■ **PROBLEM STATEMENT**: Copy each line below that includes "curves".

Collected data entries:
◆ ◆ ◆ ◆

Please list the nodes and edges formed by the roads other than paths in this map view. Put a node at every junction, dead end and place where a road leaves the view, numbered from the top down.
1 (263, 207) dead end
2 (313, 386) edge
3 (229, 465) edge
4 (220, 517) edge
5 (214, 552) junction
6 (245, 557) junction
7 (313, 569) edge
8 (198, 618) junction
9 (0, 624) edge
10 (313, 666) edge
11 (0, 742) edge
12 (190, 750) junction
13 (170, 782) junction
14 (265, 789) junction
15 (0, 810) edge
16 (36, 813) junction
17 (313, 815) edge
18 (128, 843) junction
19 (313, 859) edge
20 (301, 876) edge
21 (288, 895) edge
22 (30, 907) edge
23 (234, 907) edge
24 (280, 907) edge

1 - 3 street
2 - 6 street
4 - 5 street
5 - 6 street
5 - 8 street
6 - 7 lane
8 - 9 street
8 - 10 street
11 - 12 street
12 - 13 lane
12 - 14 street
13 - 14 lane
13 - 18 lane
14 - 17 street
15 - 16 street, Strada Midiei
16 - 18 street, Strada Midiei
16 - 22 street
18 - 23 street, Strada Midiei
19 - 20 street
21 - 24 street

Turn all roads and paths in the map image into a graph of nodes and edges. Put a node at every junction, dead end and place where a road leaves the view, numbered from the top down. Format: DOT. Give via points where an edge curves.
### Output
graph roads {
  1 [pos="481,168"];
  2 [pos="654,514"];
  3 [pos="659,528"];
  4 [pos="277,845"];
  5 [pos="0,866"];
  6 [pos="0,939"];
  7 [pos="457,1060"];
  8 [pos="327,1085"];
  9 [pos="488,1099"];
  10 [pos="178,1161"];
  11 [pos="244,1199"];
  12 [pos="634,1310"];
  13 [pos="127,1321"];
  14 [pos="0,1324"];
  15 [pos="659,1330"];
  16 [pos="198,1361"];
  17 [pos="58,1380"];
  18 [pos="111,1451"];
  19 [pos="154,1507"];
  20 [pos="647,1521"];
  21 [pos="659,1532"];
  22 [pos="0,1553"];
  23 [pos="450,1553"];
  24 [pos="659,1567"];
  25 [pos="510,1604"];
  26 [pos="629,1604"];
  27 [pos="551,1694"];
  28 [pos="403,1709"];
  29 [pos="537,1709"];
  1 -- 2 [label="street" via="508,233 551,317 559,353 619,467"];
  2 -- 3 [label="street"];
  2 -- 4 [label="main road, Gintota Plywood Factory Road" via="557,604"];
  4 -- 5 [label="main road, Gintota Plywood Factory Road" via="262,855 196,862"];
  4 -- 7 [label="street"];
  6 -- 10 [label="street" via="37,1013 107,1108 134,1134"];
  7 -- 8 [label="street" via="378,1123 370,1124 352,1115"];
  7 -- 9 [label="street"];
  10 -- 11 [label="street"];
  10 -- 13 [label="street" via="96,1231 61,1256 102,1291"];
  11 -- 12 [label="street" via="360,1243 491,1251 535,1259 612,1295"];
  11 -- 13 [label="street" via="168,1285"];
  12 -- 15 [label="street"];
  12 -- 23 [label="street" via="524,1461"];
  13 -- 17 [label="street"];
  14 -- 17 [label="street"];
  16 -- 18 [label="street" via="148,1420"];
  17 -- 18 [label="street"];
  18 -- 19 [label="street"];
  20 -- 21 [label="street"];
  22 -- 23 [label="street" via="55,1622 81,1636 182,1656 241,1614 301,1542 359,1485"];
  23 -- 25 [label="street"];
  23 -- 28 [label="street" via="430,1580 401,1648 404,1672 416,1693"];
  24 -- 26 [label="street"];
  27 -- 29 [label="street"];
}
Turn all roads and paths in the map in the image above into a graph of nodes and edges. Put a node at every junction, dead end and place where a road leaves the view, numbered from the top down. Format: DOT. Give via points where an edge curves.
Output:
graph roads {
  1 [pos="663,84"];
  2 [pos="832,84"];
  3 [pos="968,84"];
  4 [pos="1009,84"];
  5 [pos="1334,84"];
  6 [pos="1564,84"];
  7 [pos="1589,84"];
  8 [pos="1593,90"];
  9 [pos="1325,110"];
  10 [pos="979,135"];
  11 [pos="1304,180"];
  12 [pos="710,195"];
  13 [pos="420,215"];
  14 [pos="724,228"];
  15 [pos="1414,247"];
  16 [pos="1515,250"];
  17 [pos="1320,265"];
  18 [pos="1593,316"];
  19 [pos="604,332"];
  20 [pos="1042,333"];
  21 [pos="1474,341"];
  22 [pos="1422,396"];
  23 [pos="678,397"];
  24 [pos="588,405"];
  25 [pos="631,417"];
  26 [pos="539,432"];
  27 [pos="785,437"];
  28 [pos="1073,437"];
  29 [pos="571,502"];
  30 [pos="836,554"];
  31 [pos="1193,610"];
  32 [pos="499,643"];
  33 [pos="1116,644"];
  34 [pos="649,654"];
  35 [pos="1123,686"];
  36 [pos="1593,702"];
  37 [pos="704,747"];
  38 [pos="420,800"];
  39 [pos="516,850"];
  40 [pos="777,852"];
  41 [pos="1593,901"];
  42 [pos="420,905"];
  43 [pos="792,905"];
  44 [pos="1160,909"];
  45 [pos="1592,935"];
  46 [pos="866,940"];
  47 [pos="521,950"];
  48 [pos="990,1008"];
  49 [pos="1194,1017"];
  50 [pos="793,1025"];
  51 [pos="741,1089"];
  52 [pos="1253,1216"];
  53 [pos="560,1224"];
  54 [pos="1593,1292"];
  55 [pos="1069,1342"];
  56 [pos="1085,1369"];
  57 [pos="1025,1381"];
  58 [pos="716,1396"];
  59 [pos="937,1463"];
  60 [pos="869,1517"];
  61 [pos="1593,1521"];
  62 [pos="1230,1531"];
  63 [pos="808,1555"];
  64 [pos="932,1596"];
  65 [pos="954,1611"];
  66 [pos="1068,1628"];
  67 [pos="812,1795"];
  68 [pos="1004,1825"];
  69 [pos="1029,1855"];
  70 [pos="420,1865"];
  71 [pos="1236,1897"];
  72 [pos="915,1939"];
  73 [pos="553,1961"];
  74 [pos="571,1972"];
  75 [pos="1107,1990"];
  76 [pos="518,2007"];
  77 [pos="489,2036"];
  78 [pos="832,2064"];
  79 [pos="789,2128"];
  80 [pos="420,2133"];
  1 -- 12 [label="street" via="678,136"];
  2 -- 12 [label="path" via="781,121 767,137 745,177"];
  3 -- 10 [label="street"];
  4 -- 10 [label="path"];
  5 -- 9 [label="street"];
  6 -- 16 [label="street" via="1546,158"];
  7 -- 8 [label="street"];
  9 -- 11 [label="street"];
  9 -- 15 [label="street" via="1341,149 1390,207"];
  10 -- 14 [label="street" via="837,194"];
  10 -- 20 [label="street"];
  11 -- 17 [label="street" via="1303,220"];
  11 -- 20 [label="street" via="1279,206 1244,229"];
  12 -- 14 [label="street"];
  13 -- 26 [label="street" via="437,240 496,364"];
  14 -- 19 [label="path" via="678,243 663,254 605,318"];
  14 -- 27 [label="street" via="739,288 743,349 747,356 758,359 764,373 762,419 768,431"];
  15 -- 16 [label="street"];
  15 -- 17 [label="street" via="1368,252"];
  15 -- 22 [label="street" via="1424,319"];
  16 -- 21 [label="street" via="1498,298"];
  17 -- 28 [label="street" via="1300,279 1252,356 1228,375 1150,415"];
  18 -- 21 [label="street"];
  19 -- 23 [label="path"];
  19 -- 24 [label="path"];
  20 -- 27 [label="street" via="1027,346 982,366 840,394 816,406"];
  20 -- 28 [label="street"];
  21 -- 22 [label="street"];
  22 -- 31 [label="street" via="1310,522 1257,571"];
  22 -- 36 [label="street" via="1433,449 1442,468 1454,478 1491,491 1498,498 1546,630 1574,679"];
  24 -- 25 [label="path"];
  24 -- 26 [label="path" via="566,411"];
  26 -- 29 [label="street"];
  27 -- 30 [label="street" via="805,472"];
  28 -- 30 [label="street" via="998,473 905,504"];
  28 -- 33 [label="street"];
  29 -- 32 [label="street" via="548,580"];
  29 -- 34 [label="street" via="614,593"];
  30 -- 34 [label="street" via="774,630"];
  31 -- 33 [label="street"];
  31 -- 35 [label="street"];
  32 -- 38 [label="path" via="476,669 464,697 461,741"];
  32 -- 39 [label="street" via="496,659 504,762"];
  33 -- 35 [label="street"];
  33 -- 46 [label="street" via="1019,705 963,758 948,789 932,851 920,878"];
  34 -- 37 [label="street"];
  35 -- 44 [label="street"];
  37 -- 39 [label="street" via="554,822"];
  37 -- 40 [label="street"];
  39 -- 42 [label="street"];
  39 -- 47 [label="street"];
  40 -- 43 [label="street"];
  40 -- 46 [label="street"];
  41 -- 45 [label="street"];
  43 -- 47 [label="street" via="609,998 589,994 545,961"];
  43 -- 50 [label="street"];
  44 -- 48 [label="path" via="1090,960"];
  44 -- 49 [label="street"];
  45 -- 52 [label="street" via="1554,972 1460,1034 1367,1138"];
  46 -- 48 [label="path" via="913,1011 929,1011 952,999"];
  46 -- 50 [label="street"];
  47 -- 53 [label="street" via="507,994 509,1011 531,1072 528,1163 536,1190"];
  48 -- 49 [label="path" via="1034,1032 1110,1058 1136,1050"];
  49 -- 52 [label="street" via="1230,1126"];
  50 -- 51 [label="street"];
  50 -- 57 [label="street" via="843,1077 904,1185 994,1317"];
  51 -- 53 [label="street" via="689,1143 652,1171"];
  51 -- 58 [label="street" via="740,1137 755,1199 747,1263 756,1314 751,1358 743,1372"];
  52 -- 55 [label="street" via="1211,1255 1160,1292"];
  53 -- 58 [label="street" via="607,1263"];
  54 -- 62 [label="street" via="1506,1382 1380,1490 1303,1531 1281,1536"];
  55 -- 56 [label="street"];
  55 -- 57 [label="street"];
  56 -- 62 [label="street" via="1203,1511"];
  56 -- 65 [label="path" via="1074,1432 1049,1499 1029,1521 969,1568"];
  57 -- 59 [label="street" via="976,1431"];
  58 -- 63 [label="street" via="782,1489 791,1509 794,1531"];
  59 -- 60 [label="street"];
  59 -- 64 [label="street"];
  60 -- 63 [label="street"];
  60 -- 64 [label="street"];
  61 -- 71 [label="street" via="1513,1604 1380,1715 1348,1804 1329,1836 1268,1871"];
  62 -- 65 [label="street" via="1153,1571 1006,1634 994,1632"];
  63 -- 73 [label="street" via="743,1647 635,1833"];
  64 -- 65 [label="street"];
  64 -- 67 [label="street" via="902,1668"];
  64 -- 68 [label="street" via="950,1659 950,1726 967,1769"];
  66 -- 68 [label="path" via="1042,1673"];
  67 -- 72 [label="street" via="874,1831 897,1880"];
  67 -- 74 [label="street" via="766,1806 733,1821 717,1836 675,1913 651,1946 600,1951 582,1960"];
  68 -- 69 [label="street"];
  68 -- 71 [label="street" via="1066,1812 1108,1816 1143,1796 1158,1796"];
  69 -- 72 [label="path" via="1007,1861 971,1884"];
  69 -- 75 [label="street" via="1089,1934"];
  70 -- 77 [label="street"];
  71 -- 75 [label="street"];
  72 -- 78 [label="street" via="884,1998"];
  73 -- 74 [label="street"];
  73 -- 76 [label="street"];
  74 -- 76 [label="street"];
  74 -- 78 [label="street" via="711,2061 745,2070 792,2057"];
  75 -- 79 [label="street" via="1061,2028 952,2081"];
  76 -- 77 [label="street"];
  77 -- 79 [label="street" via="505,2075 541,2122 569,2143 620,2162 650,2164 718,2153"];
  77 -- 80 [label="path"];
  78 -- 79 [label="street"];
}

◆ ◆ ◆ ◆

■ **ANSWER SECTION**:
Turn all roads and paths in the map image into a graph of nodes and edges. Put a node at every junction, dead end and place where a road leaves the view, numbered from the top down. Format: DOT. Give via points where an edge curves.
Turn all roads and paths in the map in the image above into a graph of nodes and edges. Put a node at every junction, dead end and place where a road leaves the view, numbered from the top down. Format: DOT. Give via points where an edge curves.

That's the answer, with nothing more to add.